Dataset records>
========
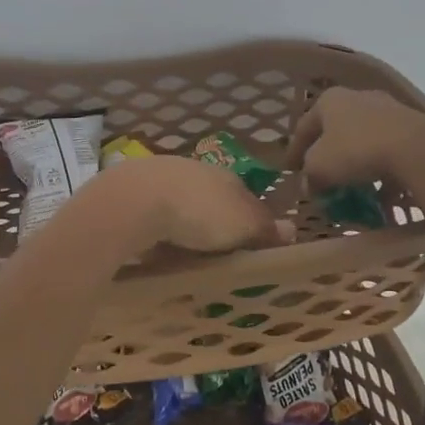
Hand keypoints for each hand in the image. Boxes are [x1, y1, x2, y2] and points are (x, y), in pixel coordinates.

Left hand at [86, 155, 288, 254]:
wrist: (134, 201)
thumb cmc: (199, 213)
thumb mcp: (243, 225)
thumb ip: (265, 229)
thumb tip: (292, 229)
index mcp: (227, 176)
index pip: (247, 197)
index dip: (250, 221)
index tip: (248, 245)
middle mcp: (195, 170)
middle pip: (212, 199)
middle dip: (214, 221)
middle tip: (215, 252)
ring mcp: (161, 177)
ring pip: (180, 203)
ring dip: (183, 223)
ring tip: (183, 253)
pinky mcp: (132, 190)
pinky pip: (153, 212)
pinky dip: (157, 227)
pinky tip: (154, 245)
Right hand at [286, 87, 424, 188]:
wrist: (415, 149)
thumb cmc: (355, 151)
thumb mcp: (319, 168)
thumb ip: (309, 176)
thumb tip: (311, 185)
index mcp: (329, 100)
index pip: (303, 127)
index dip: (293, 151)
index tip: (289, 170)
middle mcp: (358, 97)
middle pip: (335, 130)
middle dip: (327, 155)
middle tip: (321, 176)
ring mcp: (388, 109)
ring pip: (363, 139)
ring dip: (355, 163)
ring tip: (352, 186)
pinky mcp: (412, 126)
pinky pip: (388, 150)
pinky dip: (380, 169)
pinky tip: (380, 190)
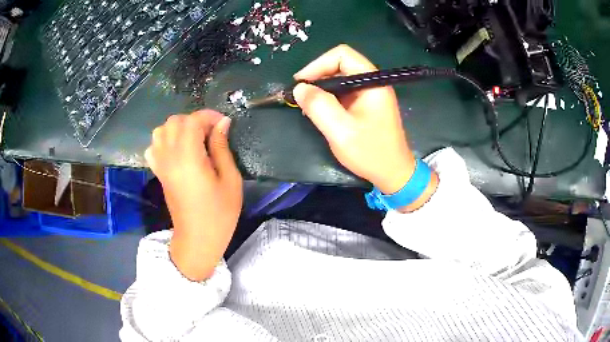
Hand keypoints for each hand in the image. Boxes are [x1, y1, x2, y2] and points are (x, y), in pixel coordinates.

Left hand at [145, 110, 241, 280]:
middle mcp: (169, 157)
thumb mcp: (230, 180)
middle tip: (210, 133)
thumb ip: (222, 148)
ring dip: (178, 128)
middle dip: (194, 120)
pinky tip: (177, 150)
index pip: (191, 121)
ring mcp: (161, 165)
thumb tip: (222, 123)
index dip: (208, 116)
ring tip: (194, 140)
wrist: (197, 239)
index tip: (223, 124)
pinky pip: (154, 146)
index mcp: (188, 158)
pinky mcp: (158, 173)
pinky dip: (165, 140)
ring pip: (161, 130)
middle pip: (174, 121)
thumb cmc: (219, 213)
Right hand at [293, 44, 437, 211]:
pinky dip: (328, 97)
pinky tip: (319, 111)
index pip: (342, 55)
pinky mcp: (365, 104)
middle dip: (317, 76)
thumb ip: (319, 106)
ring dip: (321, 88)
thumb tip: (299, 88)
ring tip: (307, 104)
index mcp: (372, 82)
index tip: (301, 83)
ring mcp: (369, 93)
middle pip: (340, 64)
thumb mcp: (341, 131)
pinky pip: (343, 92)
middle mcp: (372, 82)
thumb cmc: (371, 153)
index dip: (318, 64)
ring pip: (340, 78)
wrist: (393, 173)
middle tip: (300, 95)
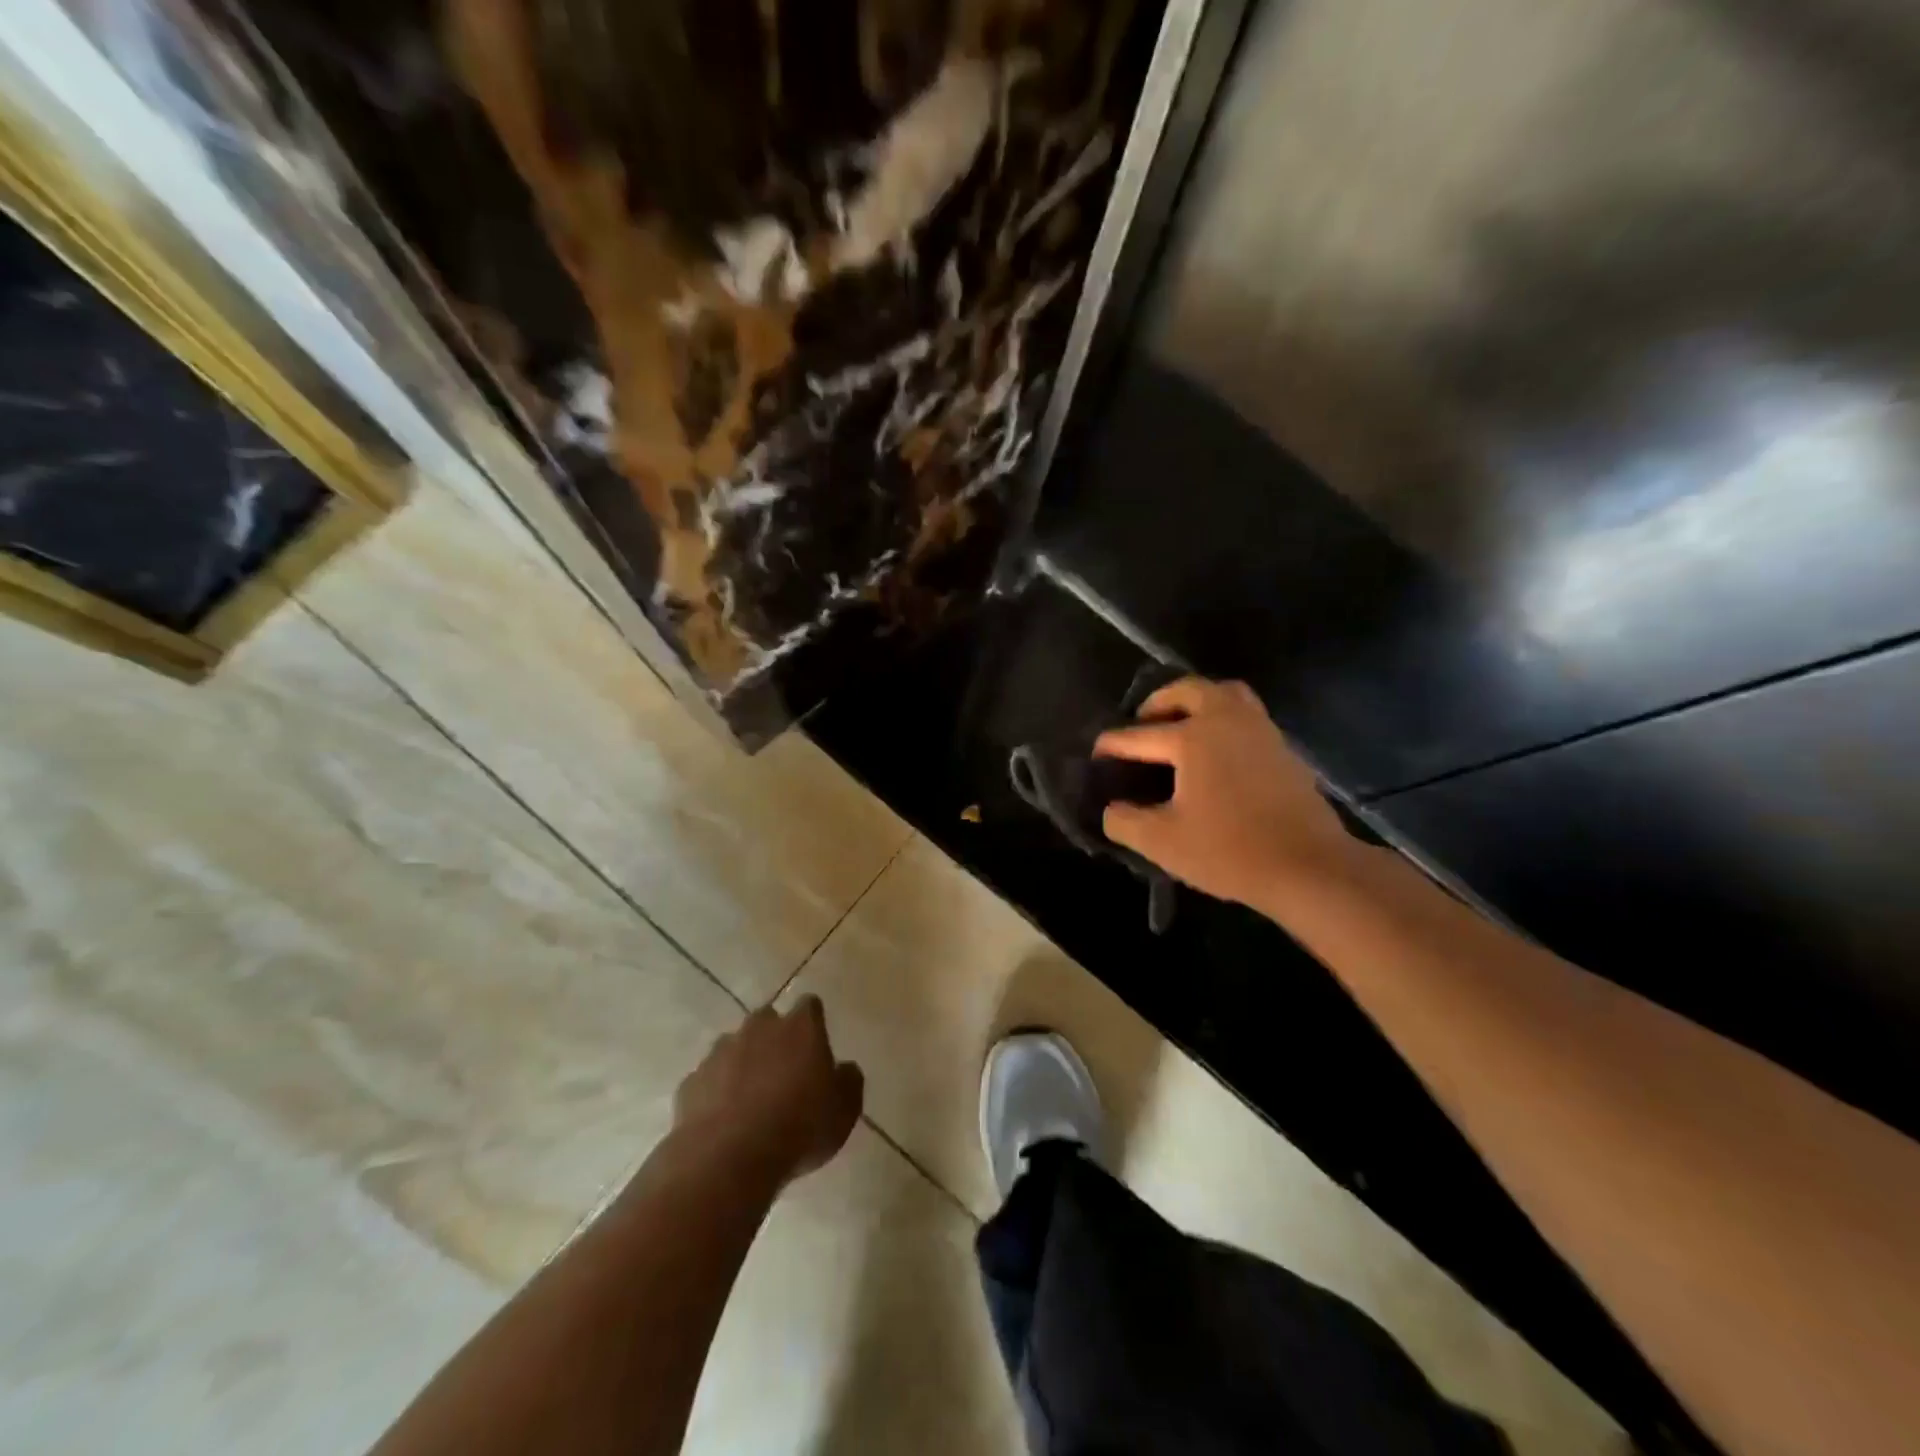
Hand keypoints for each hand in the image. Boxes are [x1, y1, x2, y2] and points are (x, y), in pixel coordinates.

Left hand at [672, 997, 863, 1186]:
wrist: (728, 1158)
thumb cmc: (799, 1127)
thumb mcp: (845, 1110)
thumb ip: (848, 1081)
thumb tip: (844, 1069)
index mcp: (801, 1027)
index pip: (810, 1006)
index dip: (814, 1022)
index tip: (816, 1044)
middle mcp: (760, 1028)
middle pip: (768, 1020)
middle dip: (774, 1038)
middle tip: (783, 1072)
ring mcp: (721, 1052)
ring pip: (735, 1047)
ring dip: (743, 1063)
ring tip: (751, 1099)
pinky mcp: (692, 1081)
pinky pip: (709, 1079)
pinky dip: (716, 1091)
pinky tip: (724, 1120)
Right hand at [1095, 677, 1358, 911]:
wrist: (1309, 867)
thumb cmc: (1229, 851)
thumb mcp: (1162, 842)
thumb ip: (1124, 821)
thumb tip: (1111, 809)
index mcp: (1193, 738)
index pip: (1139, 735)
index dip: (1112, 744)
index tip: (1096, 752)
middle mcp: (1227, 720)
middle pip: (1188, 690)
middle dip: (1159, 701)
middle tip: (1143, 722)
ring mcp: (1260, 731)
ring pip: (1226, 694)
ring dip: (1198, 702)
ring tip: (1180, 727)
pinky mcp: (1282, 749)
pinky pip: (1246, 716)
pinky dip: (1224, 721)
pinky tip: (1215, 754)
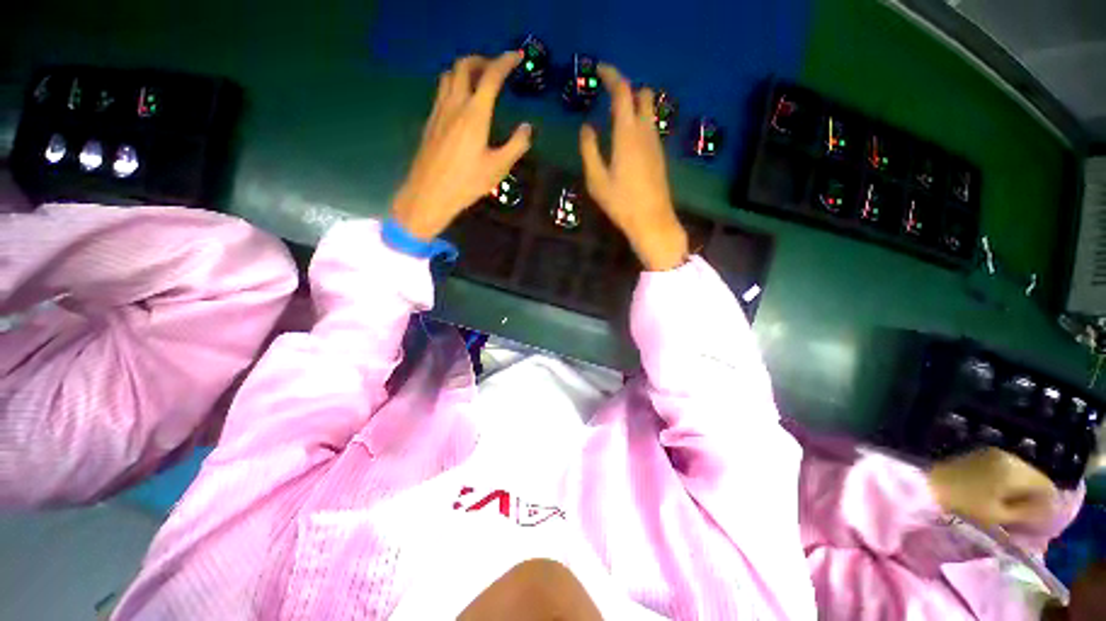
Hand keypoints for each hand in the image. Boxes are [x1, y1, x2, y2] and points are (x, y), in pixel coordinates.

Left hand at [391, 52, 532, 240]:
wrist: (430, 193)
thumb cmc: (467, 182)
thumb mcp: (498, 167)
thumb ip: (516, 145)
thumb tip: (527, 127)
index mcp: (475, 113)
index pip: (491, 76)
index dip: (505, 62)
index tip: (517, 57)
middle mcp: (455, 104)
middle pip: (464, 66)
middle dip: (482, 60)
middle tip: (496, 68)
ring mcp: (439, 111)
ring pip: (448, 75)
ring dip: (464, 70)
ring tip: (478, 81)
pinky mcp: (431, 121)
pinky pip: (441, 91)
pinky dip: (453, 84)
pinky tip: (461, 102)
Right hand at [579, 65, 687, 270]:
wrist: (652, 221)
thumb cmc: (621, 203)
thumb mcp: (596, 180)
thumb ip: (589, 150)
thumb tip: (587, 128)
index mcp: (627, 134)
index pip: (623, 92)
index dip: (612, 76)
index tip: (599, 70)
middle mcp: (645, 132)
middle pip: (643, 95)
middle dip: (627, 90)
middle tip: (609, 98)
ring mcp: (656, 143)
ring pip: (649, 112)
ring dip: (634, 108)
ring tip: (614, 121)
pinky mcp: (660, 155)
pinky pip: (650, 128)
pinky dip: (639, 123)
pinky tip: (627, 141)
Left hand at [928, 447, 1058, 528]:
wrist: (927, 486)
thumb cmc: (965, 505)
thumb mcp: (1000, 516)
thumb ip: (1028, 513)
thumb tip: (1050, 513)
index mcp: (1016, 469)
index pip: (1047, 485)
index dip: (1050, 504)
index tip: (1044, 521)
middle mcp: (1008, 456)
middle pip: (1035, 477)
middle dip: (1036, 497)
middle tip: (1030, 517)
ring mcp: (993, 453)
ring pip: (1021, 473)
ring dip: (1023, 490)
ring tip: (1015, 509)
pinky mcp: (981, 455)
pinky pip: (1006, 469)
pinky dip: (1009, 483)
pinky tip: (1001, 497)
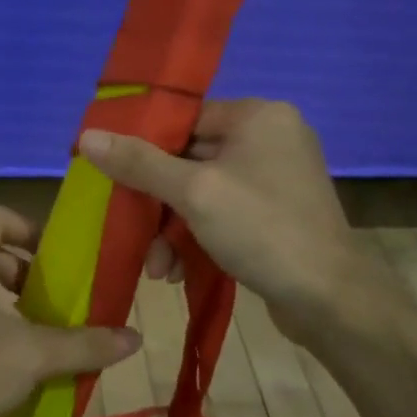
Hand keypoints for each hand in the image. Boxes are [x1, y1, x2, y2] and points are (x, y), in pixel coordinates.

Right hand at [77, 100, 379, 345]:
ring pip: (202, 193)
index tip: (114, 177)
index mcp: (258, 117)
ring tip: (158, 269)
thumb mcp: (193, 193)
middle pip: (190, 159)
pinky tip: (179, 270)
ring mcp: (274, 180)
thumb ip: (139, 163)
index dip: (144, 148)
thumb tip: (87, 136)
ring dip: (173, 229)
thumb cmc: (262, 230)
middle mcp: (269, 139)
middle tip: (134, 235)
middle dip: (158, 204)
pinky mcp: (275, 215)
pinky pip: (222, 214)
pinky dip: (197, 238)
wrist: (329, 299)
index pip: (185, 120)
========
What the exercise asks> A verbatim transcript of the entries above is required, with the pictures left out.

Task answer>
Hand keypoints for each hand in the image. Boxes are [x1, y1, x2, y2] and points are (x, y), in pixel coordinates.

Left hand at [86, 155, 288, 254]:
wrist: (134, 201)
thumb cmc: (199, 213)
thumb mcp: (243, 225)
thumb ip: (265, 229)
thumb tip: (292, 229)
index mcp: (227, 176)
index pip: (247, 197)
index dip: (250, 221)
index tip: (248, 245)
middle mcp: (195, 170)
middle pip: (212, 199)
middle dip: (214, 221)
middle tip: (215, 252)
ring mcp: (161, 177)
ring pip: (180, 203)
ring dip: (183, 223)
ring tip: (183, 253)
pinky mcp: (132, 190)
pinky pip: (153, 212)
pinky dip: (157, 227)
pinky tip: (154, 245)
Right hand at [286, 87, 424, 188]:
wrist: (415, 149)
thumb cmc: (355, 151)
thumb mcp: (319, 168)
thumb ip: (309, 176)
thumb tip: (311, 185)
index mcp: (329, 100)
index pip: (303, 127)
index dip: (293, 151)
index tip: (289, 170)
middle mcp: (358, 97)
middle pip: (335, 130)
middle dip: (327, 155)
middle tip: (321, 176)
ring mcp: (388, 109)
ring pip: (363, 139)
ring dip: (355, 163)
ring tip: (352, 186)
pinky mcp: (412, 126)
pinky pip: (388, 150)
pinky dip: (380, 169)
pinky tip: (380, 190)
Hand keypoints for each hand in the image. Boxes are [x1, y1, x2, y2] and points are (x, y), in pixel coordinates.

Left hand at [145, 110, 241, 280]:
middle mcp: (169, 157)
thumb mcp: (230, 180)
middle tip: (210, 133)
thumb ip: (222, 148)
ring dip: (178, 128)
middle dip: (194, 120)
pinky tip: (177, 150)
index pip: (191, 121)
ring mcp: (161, 165)
thumb tip: (222, 123)
index dip: (208, 116)
ring tip: (194, 140)
wrist: (197, 239)
index tip: (223, 124)
pinky pip: (154, 146)
index mcp: (188, 158)
pinky mcp: (158, 173)
pinky dip: (165, 140)
ring pip: (161, 130)
middle pip: (174, 121)
thumb cmc: (219, 213)
Right hand at [293, 44, 437, 211]:
pinky dip: (328, 97)
pinky tip: (319, 111)
index pip: (342, 55)
pinky mcp: (365, 104)
middle dip: (317, 76)
thumb ip: (319, 106)
ring dip: (321, 88)
thumb tip: (299, 88)
ring tip: (307, 104)
index mcp: (372, 82)
index tip: (301, 83)
ring mcp: (369, 93)
middle pip: (340, 64)
thumb mcp: (341, 131)
pinky pip: (343, 92)
middle mcp: (372, 82)
thumb cmc: (371, 153)
index dip: (318, 64)
ring pip: (340, 78)
wrist: (393, 173)
middle tip: (300, 95)
Hand keypoints for each hand in the image. Boxes are [x1, y1, x2, y2] and points are (x, y), in pixel coordinates.

Left hand at [672, 997, 863, 1186]:
wrist: (728, 1158)
thumb cmc: (799, 1127)
thumb mcp: (845, 1110)
thumb ip: (848, 1081)
thumb tip: (844, 1069)
index mcp: (801, 1027)
index pip: (810, 1006)
index dip: (814, 1022)
index tip: (816, 1044)
middle mcp: (760, 1028)
middle pip: (768, 1020)
middle dip: (774, 1038)
middle tip: (783, 1072)
ring mcp: (721, 1052)
ring pip: (735, 1047)
ring dip: (743, 1063)
ring tip: (751, 1099)
pinky mcp: (692, 1081)
pinky pip: (709, 1079)
pinky dip: (716, 1091)
pinky tip: (724, 1120)
Right hand at [1095, 677, 1358, 911]:
wrist: (1309, 867)
thumb cmc: (1229, 851)
thumb mcp: (1162, 842)
thumb ip: (1124, 821)
thumb tip: (1111, 809)
index mcp: (1193, 738)
index pip: (1139, 735)
index dip: (1112, 744)
index tip: (1096, 752)
middle mcp: (1227, 720)
middle pip: (1188, 690)
middle dip: (1159, 701)
middle tip: (1143, 722)
ring mcp: (1260, 731)
ring pip: (1226, 694)
ring dip: (1198, 702)
ring tip: (1180, 727)
pinky mcp: (1282, 749)
pinky pip: (1246, 716)
pinky dip: (1224, 721)
pinky tip: (1215, 754)
Hand keypoints for each hand in the image. Boxes are [x1, y1, x2, y2] and points are (x, y), in pixel coordinates.

Left hand at [391, 52, 532, 240]:
wrist: (430, 193)
thumb cmc: (467, 182)
thumb mcp: (498, 167)
thumb ip: (516, 145)
thumb tip: (527, 127)
index mcp: (475, 113)
index pip: (491, 76)
index dip: (505, 62)
index tip: (517, 57)
middle mcp: (455, 104)
middle pip: (464, 66)
middle dip: (482, 60)
middle tip: (496, 68)
ring mcp: (439, 111)
ring pip: (448, 75)
ring dip: (464, 70)
ring tip: (478, 81)
pinky mcp: (431, 121)
pinky pip: (441, 91)
pinky dip: (453, 84)
pinky tip: (461, 102)
Right hand at [579, 65, 687, 270]:
wrist: (652, 221)
thumb cmc: (621, 203)
thumb mcp: (596, 180)
thumb ip: (589, 150)
thumb tip: (587, 128)
index mcp: (627, 134)
index pip: (623, 92)
index dip: (612, 76)
index tip: (599, 70)
middle mcp: (645, 132)
middle pip: (643, 95)
middle dip: (627, 90)
middle tip: (609, 98)
ring mcp: (656, 143)
ring pip: (649, 112)
ring dip: (634, 108)
ring tip: (614, 121)
pinky mcp: (660, 155)
pinky pip: (650, 128)
pinky dip: (639, 123)
pinky tip: (627, 141)
Left hand at [928, 447, 1058, 528]:
wrist: (927, 486)
thumb cmc: (965, 505)
thumb mcp: (1000, 516)
thumb ip: (1028, 513)
thumb tip: (1050, 513)
index mcp: (1016, 469)
index pip: (1047, 485)
index dip: (1050, 504)
index tip: (1044, 521)
middle mcp: (1008, 456)
middle pip: (1035, 477)
middle dip: (1036, 497)
middle tip: (1030, 517)
ring mcp: (993, 453)
ring pip: (1021, 473)
ring dip: (1023, 490)
ring tip: (1015, 509)
pinky mcp: (981, 455)
pinky pip: (1006, 469)
pinky dip: (1009, 483)
pinky tip: (1001, 497)
Hand keypoints for each hand in the image. Boxes are [x1, y1, x2, y2] and points are (x, y), in pixel coordinates.

Right hand at [77, 100, 379, 345]:
ring pip: (202, 193)
index tip: (114, 177)
index mcp: (258, 117)
ring tip: (158, 269)
thumb mcp: (193, 193)
middle pip: (190, 159)
pinky tip: (179, 270)
ring mcp: (274, 180)
thumb ip: (139, 163)
index dip: (144, 148)
thumb tip: (87, 136)
ring dip: (173, 229)
thumb cmc: (262, 230)
middle mcp: (269, 139)
middle tip: (134, 235)
middle dip: (158, 204)
pinky mcp: (275, 215)
pinky pip: (222, 214)
pinky dip: (197, 238)
wrist: (329, 299)
index pip: (185, 120)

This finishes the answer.